Thats law schools, not undergrad. And because the field is a smaller universe you don't need outside rankings to know which schools they refer to.
And I actually think this is not the case. A student who does well at a state law school and gets a competitive clerkship would probably be very attractive to these firms.
Anonymous wrote:There are very few schools that are universally recognized as elite. Rankings help separate Washington University from the University of Washington and provide insight into why Wisconsin is a better school than Indiana or Ohio State.
The rankings are best used as a starting point for sifting through the hundreds of options out there. No one has personal knowledge of every school ranked by USNews.
Anonymous wrote:The reason the US News rankings gained such traction is that they are generally consistent with what most people think based on what they know - so they assume they are accurate in other respects. So, for example, when I see the comparative rankings of Princeton, Duke, Georgetown and UVA, I say "that seems about right" and I trust the other rankings.
The methodology is subject to question, but the results seem right.
Anonymous wrote:I know elite law firms typically restrict their recruiting to "top 20" schools. There might be 25 or so schools that can claim top 20 status, but other than those schools, forget about it.
Anonymous wrote:Anonymous wrote:
Read "The Overachievers" -- there is a great amount of reporting on how corrupt & flawed USNWR actually is.
It doesn't change the fact that rankings -- these rankings, in particular -- matter, and that graduate programs and employers are influenced by them. I've made this point on other threads before, but it bears making again -- if it didn't matter, kids wouldn't be applying in droves to these schools and acceptance rates wouldn't be sub-10%. Think about how insane that is; while some of you are crowing about how you care nothing about the eliteness of a school, all of your kids (or everyone else's kids) are applying. So these schools are clearly not suffering from whatever grand delusions you think they have, or US News perpetuates.
Anonymous wrote:
Read "The Overachievers" -- there is a great amount of reporting on how corrupt & flawed USNWR actually is.
Anonymous wrote:Anonymous wrote:Serously doubt you went to Princeton OP. If you did, you wouldn't dispute rankings. You'd applaud them.
OP again. Yes I went to Princeton, before anyone even talking about rankings. I'm not sure they existed in the early 80s. I didn't care about Harvard or Yale or whatever and i certainly don't get my self-esteem from US News.
I am going through the process now with a DC who is curious, has intellectual passions, and is very self-motivated. He could care less about what some corporation thinks about colleges, he's going to decide for himself. This isn't a game where you are trying to "win" by getting the highest number of points (or rank). Its my DC's future. I've glad he's thinking for himself.

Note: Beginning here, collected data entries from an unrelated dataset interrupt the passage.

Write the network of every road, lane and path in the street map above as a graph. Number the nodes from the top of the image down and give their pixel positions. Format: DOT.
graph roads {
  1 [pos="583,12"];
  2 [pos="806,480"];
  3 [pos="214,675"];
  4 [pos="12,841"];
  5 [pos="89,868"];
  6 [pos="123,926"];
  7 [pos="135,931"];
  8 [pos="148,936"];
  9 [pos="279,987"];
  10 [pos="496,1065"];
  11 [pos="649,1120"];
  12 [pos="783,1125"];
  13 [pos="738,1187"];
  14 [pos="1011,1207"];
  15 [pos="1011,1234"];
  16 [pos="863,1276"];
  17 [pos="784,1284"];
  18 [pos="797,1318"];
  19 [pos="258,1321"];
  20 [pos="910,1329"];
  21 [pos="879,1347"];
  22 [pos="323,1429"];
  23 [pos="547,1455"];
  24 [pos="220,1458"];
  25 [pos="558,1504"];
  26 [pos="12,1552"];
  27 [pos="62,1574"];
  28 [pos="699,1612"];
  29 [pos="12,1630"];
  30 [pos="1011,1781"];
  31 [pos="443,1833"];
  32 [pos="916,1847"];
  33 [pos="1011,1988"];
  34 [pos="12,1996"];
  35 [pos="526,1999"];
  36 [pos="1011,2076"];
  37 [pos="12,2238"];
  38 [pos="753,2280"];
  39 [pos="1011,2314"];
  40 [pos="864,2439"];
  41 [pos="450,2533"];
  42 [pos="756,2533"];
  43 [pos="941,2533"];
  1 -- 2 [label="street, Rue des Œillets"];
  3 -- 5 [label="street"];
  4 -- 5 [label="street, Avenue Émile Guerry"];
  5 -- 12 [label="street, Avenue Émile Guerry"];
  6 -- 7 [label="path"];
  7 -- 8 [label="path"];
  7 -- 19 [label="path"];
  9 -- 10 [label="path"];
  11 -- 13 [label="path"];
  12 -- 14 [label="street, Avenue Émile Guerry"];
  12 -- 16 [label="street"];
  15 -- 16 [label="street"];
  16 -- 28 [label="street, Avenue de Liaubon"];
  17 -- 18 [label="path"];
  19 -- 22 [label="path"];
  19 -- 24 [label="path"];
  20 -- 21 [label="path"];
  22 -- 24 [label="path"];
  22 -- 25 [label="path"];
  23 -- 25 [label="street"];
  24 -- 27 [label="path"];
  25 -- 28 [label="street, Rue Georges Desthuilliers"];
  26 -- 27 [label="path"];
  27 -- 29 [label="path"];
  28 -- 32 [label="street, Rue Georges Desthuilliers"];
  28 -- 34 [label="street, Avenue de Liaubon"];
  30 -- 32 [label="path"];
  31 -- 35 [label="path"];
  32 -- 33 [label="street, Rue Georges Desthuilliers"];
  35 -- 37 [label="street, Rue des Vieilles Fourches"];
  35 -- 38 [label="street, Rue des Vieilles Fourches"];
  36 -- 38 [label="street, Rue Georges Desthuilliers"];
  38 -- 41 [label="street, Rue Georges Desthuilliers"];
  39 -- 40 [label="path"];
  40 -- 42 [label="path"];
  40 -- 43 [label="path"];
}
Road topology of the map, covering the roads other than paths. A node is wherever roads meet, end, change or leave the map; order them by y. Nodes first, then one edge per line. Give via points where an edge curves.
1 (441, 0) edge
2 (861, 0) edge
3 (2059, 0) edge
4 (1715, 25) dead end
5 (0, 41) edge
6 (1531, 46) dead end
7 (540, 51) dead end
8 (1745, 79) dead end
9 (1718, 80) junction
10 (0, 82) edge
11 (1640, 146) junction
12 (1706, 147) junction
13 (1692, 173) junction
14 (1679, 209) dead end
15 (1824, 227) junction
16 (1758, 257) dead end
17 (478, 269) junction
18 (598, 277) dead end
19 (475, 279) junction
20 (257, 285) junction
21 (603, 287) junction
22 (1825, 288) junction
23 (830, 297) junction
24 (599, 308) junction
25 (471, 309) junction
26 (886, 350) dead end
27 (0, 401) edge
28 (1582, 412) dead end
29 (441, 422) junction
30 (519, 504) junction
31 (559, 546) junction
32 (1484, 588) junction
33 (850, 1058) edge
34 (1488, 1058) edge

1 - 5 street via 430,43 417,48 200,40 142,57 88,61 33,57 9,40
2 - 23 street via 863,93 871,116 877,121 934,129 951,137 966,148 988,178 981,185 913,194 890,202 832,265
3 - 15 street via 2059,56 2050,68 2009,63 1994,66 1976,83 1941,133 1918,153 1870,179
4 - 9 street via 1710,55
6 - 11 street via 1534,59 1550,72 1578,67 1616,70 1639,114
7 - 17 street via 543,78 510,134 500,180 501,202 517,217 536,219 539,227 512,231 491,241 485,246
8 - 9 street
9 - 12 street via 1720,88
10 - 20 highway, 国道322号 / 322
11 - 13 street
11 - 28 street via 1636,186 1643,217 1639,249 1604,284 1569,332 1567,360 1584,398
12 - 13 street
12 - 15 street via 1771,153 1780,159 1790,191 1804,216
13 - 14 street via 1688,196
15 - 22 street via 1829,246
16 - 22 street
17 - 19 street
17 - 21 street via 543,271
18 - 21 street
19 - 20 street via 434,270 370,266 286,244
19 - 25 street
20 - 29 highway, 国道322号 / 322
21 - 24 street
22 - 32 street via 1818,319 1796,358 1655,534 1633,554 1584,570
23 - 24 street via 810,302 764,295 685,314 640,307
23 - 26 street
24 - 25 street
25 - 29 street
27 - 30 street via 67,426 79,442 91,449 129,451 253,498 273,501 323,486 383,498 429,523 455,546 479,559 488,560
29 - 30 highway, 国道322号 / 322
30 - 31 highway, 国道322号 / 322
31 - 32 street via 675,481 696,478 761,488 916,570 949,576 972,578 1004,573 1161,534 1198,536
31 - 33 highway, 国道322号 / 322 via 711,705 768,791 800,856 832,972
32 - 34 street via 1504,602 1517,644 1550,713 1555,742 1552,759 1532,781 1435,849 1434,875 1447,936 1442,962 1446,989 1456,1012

And I certainly don't applaud rankings as they corrupt the process. Did you know that at Wash. U in St/ Louis they have students taking tours fill out a "preliminary application" so that they can inflate their application numbers? And how about the way some schools offer January admissions? This didn't use to happen as much and they do it so those applicants scores don't have to go in the database for rankings.